▶ **WHAT IS BEING ASKED**: Only lines that contain the word "node" belong in the answer; copy them from the records below.

***** EXTRACTED MATERIAL *****

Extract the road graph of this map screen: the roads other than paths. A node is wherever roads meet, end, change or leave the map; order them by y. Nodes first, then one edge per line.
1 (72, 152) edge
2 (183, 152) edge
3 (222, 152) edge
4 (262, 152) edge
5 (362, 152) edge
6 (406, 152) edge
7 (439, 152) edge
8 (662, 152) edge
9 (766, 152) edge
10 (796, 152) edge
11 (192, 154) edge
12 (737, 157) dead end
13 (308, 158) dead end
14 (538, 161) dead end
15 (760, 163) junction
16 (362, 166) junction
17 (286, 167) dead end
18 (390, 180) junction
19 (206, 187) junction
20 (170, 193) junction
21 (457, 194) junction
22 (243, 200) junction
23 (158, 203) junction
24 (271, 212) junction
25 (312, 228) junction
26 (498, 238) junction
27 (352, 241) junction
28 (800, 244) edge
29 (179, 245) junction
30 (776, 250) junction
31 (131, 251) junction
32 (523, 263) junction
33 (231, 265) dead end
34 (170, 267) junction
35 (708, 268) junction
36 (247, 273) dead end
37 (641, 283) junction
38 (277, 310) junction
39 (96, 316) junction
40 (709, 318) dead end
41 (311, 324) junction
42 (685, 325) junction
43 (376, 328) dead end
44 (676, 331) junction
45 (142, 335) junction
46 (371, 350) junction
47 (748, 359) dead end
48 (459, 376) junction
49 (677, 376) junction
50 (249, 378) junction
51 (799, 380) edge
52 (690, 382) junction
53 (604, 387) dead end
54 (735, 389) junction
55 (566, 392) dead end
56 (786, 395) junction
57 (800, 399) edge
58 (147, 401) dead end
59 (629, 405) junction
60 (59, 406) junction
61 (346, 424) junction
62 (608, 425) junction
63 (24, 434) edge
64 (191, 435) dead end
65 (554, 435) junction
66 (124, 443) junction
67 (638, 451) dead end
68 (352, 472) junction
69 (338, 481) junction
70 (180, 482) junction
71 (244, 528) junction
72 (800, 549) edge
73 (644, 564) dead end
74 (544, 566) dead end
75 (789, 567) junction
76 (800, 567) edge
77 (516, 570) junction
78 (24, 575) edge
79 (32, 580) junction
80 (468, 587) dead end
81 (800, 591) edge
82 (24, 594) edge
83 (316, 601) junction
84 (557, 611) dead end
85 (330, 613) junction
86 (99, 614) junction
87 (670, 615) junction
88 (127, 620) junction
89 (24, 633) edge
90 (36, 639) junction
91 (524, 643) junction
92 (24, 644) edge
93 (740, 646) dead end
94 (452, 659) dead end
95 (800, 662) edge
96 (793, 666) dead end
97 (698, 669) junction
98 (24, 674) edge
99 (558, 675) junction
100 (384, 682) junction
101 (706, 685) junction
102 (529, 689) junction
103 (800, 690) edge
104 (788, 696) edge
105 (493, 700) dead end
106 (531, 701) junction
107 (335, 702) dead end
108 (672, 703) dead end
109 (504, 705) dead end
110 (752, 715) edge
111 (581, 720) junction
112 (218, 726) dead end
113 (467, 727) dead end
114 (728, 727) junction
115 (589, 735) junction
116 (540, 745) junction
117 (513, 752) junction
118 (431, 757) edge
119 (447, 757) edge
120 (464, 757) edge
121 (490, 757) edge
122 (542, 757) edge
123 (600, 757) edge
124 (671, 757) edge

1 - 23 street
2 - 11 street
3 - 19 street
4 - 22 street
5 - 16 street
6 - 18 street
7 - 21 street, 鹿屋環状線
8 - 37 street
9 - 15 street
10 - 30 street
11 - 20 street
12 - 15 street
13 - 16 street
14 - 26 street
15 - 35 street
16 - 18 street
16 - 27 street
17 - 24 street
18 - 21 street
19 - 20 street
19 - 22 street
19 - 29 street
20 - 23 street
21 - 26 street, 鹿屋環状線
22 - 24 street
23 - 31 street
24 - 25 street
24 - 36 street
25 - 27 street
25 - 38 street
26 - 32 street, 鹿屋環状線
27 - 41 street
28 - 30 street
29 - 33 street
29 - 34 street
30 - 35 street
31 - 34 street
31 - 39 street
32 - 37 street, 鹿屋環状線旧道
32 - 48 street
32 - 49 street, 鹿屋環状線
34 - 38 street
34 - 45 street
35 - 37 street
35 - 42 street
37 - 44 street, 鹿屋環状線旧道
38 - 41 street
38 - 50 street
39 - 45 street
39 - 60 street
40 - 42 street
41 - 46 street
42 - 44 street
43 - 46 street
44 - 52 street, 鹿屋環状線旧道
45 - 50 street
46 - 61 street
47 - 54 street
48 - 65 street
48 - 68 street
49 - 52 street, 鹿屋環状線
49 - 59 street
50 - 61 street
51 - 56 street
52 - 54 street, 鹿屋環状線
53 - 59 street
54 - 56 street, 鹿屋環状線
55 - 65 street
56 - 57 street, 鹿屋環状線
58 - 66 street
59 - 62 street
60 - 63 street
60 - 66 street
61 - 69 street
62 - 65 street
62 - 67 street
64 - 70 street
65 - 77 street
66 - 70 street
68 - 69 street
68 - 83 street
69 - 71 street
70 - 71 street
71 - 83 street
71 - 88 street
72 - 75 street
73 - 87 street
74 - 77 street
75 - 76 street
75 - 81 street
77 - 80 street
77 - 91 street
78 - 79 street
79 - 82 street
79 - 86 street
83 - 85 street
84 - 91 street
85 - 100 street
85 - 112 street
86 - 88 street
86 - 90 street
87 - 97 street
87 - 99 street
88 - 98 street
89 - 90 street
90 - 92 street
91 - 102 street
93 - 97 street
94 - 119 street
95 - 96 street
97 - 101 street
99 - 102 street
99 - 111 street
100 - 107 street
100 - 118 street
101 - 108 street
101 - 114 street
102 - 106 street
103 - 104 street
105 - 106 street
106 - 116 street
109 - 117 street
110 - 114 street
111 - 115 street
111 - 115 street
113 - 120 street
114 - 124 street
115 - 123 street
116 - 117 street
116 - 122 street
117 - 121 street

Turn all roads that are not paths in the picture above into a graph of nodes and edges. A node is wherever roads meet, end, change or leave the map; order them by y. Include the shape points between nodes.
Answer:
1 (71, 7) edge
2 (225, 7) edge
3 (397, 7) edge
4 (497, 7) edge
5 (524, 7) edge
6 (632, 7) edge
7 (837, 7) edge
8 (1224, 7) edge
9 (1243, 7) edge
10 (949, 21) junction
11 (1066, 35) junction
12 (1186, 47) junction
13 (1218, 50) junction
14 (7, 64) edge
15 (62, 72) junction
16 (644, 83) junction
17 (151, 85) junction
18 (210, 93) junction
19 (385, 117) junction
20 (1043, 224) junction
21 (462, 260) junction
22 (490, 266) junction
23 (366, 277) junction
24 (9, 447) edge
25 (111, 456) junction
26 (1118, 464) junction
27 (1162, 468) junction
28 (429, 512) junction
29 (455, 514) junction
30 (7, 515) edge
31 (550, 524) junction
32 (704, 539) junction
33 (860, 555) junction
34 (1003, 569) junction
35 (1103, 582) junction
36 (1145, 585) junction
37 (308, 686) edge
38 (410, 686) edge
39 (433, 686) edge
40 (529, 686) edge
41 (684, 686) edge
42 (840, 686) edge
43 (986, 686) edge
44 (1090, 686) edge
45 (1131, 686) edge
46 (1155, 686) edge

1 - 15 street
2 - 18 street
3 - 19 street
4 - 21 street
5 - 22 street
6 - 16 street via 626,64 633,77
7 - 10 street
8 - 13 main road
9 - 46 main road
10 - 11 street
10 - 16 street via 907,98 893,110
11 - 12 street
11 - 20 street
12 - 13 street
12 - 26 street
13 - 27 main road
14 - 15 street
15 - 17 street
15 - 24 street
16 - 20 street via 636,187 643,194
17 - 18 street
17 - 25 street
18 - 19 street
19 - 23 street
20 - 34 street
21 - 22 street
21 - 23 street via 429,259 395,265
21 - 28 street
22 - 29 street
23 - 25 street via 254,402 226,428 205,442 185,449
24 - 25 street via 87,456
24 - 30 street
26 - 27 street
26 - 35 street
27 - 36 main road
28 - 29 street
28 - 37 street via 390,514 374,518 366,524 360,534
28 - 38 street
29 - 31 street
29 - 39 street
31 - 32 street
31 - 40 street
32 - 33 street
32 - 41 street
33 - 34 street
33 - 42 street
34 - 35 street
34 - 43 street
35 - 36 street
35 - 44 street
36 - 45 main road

*****

▶ **EXERCISE ANSWER**:
Extract the road graph of this map screen: the roads other than paths. A node is wherever roads meet, end, change or leave the map; order them by y. Nodes first, then one edge per line.
Turn all roads that are not paths in the picture above into a graph of nodes and edges. A node is wherever roads meet, end, change or leave the map; order them by y. Include the shape points between nodes.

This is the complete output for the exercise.